• What you need to do: Images do not belong in the copy; retype the rest of the entries below exactly.

· · · · ·

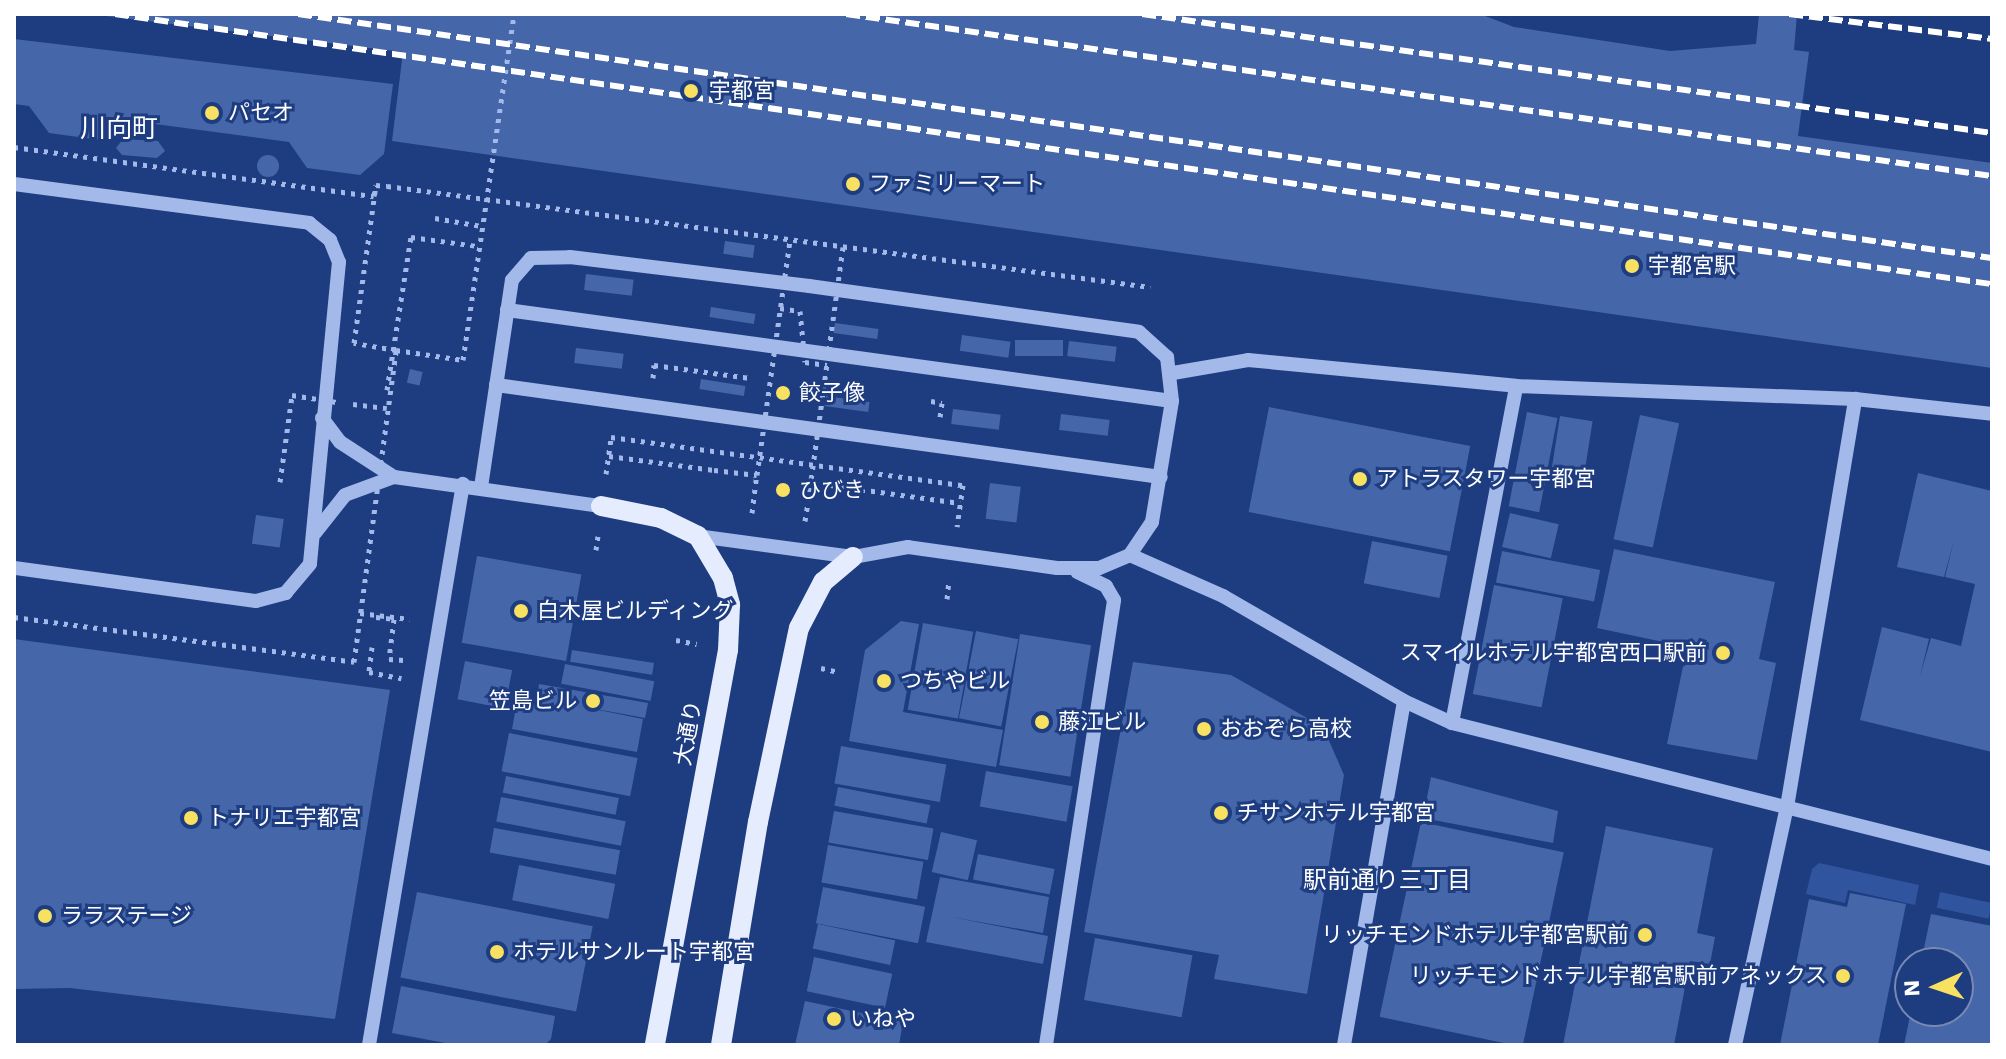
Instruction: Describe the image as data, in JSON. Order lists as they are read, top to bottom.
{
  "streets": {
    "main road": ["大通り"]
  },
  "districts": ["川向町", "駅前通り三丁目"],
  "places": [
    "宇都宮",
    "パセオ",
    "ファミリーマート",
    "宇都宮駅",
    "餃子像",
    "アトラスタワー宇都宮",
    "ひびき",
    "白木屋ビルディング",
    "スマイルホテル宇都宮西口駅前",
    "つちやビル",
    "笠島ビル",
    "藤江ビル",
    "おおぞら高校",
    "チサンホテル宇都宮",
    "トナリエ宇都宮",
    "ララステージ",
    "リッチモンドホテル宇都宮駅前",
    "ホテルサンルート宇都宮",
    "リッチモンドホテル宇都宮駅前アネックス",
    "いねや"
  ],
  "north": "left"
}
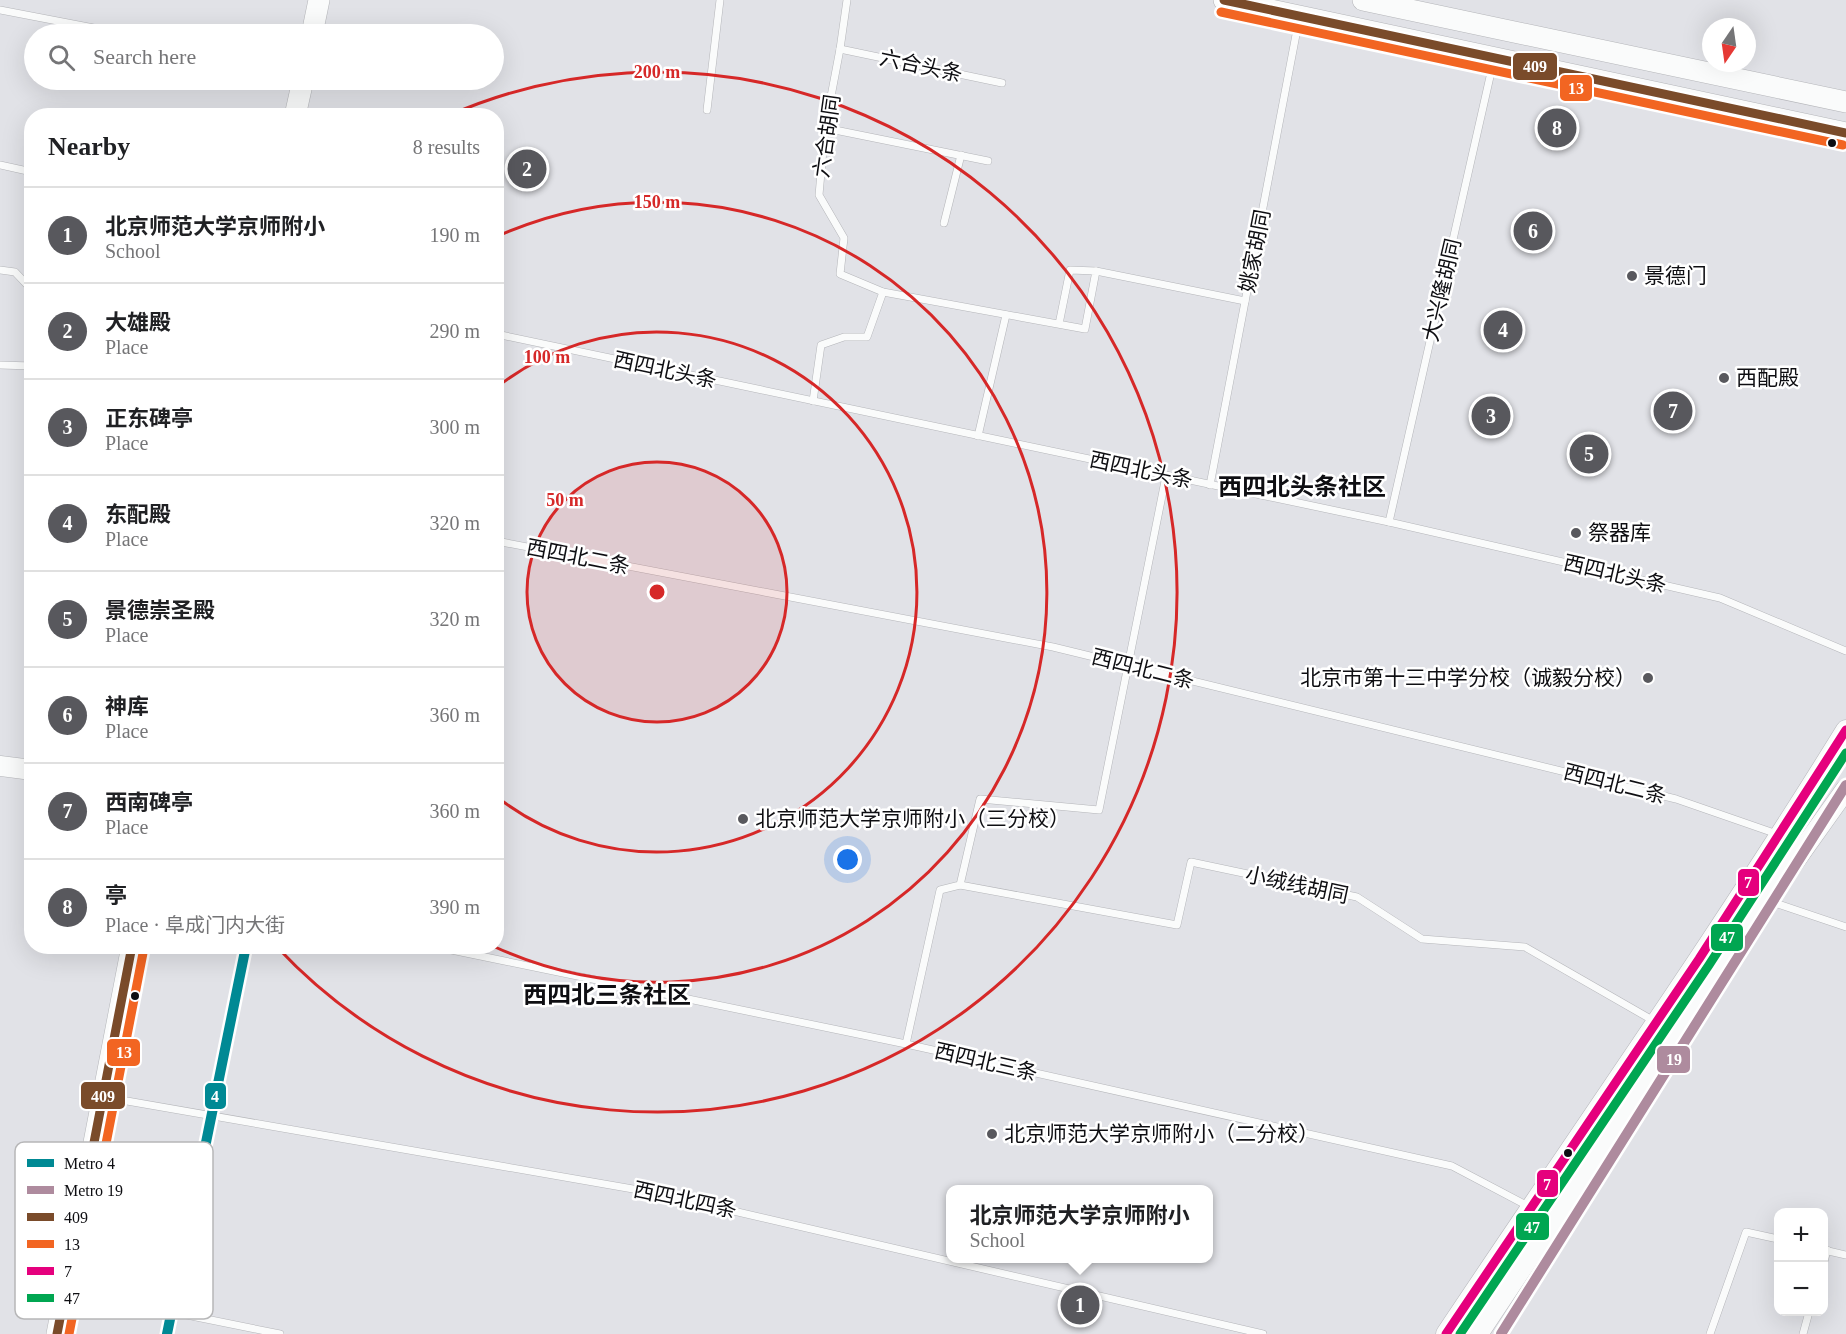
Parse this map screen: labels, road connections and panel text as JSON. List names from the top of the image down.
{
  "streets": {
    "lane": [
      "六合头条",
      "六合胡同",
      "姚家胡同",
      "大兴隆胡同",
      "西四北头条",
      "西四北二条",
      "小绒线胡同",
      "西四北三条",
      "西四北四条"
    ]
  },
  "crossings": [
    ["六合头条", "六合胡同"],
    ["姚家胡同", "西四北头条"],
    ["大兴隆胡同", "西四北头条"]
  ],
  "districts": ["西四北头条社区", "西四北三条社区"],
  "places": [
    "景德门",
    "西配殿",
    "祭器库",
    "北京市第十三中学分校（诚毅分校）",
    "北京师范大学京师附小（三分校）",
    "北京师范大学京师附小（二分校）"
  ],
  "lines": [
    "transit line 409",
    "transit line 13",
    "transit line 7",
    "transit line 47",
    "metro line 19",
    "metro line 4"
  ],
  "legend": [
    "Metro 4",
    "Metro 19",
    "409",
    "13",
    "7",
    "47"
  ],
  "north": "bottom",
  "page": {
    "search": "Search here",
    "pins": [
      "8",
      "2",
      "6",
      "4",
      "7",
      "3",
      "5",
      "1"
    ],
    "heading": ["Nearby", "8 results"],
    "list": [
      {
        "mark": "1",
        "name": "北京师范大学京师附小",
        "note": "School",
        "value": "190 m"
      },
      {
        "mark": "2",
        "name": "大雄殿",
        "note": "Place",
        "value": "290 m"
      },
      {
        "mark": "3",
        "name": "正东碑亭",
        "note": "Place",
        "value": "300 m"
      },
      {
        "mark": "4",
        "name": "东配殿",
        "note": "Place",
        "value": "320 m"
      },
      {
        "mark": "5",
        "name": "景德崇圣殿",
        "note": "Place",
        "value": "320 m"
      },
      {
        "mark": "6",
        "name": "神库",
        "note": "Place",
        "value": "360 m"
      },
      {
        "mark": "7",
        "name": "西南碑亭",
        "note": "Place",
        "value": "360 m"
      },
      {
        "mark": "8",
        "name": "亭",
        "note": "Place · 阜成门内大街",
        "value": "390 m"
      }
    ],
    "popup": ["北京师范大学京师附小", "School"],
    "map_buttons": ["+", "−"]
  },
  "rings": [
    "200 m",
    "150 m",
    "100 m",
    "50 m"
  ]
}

· · · · ·

• Response for this exercise:
Instruction: Describe the image as data, in JSON. Order lists as they are read, top to bottom.
{
  "streets": {
    "main road": ["大通り"]
  },
  "districts": ["川向町", "駅前通り三丁目"],
  "places": [
    "宇都宮",
    "パセオ",
    "ファミリーマート",
    "宇都宮駅",
    "餃子像",
    "アトラスタワー宇都宮",
    "ひびき",
    "白木屋ビルディング",
    "スマイルホテル宇都宮西口駅前",
    "つちやビル",
    "笠島ビル",
    "藤江ビル",
    "おおぞら高校",
    "チサンホテル宇都宮",
    "トナリエ宇都宮",
    "ララステージ",
    "リッチモンドホテル宇都宮駅前",
    "ホテルサンルート宇都宮",
    "リッチモンドホテル宇都宮駅前アネックス",
    "いねや"
  ],
  "north": "left"
}
Parse this map screen: labels, road connections and panel text as JSON. List names from the top of the image down.
{
  "streets": {
    "lane": [
      "六合头条",
      "六合胡同",
      "姚家胡同",
      "大兴隆胡同",
      "西四北头条",
      "西四北二条",
      "小绒线胡同",
      "西四北三条",
      "西四北四条"
    ]
  },
  "crossings": [
    ["六合头条", "六合胡同"],
    ["姚家胡同", "西四北头条"],
    ["大兴隆胡同", "西四北头条"]
  ],
  "districts": ["西四北头条社区", "西四北三条社区"],
  "places": [
    "景德门",
    "西配殿",
    "祭器库",
    "北京市第十三中学分校（诚毅分校）",
    "北京师范大学京师附小（三分校）",
    "北京师范大学京师附小（二分校）"
  ],
  "lines": [
    "transit line 409",
    "transit line 13",
    "transit line 7",
    "transit line 47",
    "metro line 19",
    "metro line 4"
  ],
  "legend": [
    "Metro 4",
    "Metro 19",
    "409",
    "13",
    "7",
    "47"
  ],
  "north": "bottom",
  "page": {
    "search": "Search here",
    "pins": [
      "8",
      "2",
      "6",
      "4",
      "7",
      "3",
      "5",
      "1"
    ],
    "heading": ["Nearby", "8 results"],
    "list": [
      {
        "mark": "1",
        "name": "北京师范大学京师附小",
        "note": "School",
        "value": "190 m"
      },
      {
        "mark": "2",
        "name": "大雄殿",
        "note": "Place",
        "value": "290 m"
      },
      {
        "mark": "3",
        "name": "正东碑亭",
        "note": "Place",
        "value": "300 m"
      },
      {
        "mark": "4",
        "name": "东配殿",
        "note": "Place",
        "value": "320 m"
      },
      {
        "mark": "5",
        "name": "景德崇圣殿",
        "note": "Place",
        "value": "320 m"
      },
      {
        "mark": "6",
        "name": "神库",
        "note": "Place",
        "value": "360 m"
      },
      {
        "mark": "7",
        "name": "西南碑亭",
        "note": "Place",
        "value": "360 m"
      },
      {
        "mark": "8",
        "name": "亭",
        "note": "Place · 阜成门内大街",
        "value": "390 m"
      }
    ],
    "popup": ["北京师范大学京师附小", "School"],
    "map_buttons": ["+", "−"]
  },
  "rings": [
    "200 m",
    "150 m",
    "100 m",
    "50 m"
  ]
}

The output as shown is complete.